You can also mock GraphQL responses in Playwright to test error states without a server:

test('shows error state when search fails', async ({ page }) => {
  await page.route('**/graphql', async (route) => {
    const body = route.request().postDataJSON();
    if (body?.operationName === 'SearchProducts') {
      await route.fulfill({
        status: 200,
        contentType: 'application/json',
        body: JSON.stringify({
          data: null,
          errors: [{ message: 'Search service unavailable', extensions: { code: 'SERVICE_ERROR' } }],
        }),
      });
    } else {
      await route.continue();
    }
  });

  await page.goto('/products');
  await page.getByPlaceholder('Search products').fill('widget');
  await page.getByRole('button', { name: 'Search' }).click();

  await expect(page.getByRole('alert')).toContainText('Search service unavailable');
});

For ongoing monitoring, you need tests that run 24/7 — not just on deploy. A search that breaks at 3am should alert you before users report it.

HelpMeTest runs Playwright-based E2E tests continuously against your production GraphQL API. Write the test scenario in plain English, let the AI generate the Playwright steps, and get alerts the moment something breaks.

The free plan covers 10 tests with 24/7 monitoring — enough to cover your critical GraphQL paths: authentication, core queries, mutations that write data, and subscription connectivity. The pro plan at $100/month gives you unlimited tests and API testing support for direct GraphQL endpoint monitoring without a browser.

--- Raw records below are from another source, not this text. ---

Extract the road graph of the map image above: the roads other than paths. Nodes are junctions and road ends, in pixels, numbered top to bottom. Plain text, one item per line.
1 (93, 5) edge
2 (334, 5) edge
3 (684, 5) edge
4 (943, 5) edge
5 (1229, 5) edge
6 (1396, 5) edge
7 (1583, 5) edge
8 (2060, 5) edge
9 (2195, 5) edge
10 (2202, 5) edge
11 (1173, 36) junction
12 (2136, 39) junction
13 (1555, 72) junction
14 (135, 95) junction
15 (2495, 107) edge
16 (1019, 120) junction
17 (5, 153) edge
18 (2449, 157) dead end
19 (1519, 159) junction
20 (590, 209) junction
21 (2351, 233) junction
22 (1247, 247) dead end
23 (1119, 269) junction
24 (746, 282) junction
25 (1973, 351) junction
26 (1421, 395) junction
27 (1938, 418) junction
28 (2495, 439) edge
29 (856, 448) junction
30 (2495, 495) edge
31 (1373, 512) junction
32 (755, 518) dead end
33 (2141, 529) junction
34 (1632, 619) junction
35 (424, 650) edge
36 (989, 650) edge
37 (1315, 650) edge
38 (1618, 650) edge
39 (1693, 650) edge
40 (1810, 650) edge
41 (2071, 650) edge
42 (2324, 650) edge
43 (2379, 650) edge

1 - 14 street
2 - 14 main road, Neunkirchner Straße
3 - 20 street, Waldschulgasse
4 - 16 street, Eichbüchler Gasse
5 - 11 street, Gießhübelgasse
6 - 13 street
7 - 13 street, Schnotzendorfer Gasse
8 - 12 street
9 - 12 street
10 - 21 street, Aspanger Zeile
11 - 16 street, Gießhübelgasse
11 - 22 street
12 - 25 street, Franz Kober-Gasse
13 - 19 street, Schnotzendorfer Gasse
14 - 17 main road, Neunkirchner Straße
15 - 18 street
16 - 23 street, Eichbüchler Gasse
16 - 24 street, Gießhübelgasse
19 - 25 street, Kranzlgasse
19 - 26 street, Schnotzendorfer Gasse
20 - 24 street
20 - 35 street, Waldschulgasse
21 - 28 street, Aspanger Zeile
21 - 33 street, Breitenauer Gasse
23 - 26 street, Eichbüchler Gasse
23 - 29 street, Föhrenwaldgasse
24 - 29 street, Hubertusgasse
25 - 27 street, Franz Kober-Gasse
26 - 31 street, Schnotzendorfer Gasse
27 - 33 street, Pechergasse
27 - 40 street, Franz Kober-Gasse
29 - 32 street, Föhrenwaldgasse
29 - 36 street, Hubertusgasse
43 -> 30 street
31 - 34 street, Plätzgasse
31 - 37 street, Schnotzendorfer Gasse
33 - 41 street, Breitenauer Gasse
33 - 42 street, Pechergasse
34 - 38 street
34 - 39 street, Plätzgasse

Setup takes under 10 minutes: connect your URL, describe your test scenarios, and HelpMeTest generates the test code. Your search, checkout, and authentication flows get covered immediately. When your next deploy breaks a resolver, you find out before customers do.

The stack covered here — unit tests for resolvers, MockedProvider for components, supertest for integration, schema validation in CI, Playwright for E2E — is the full picture. Each layer catches different failure modes. Skip any layer and you have a blind spot. Run them all and you ship with confidence.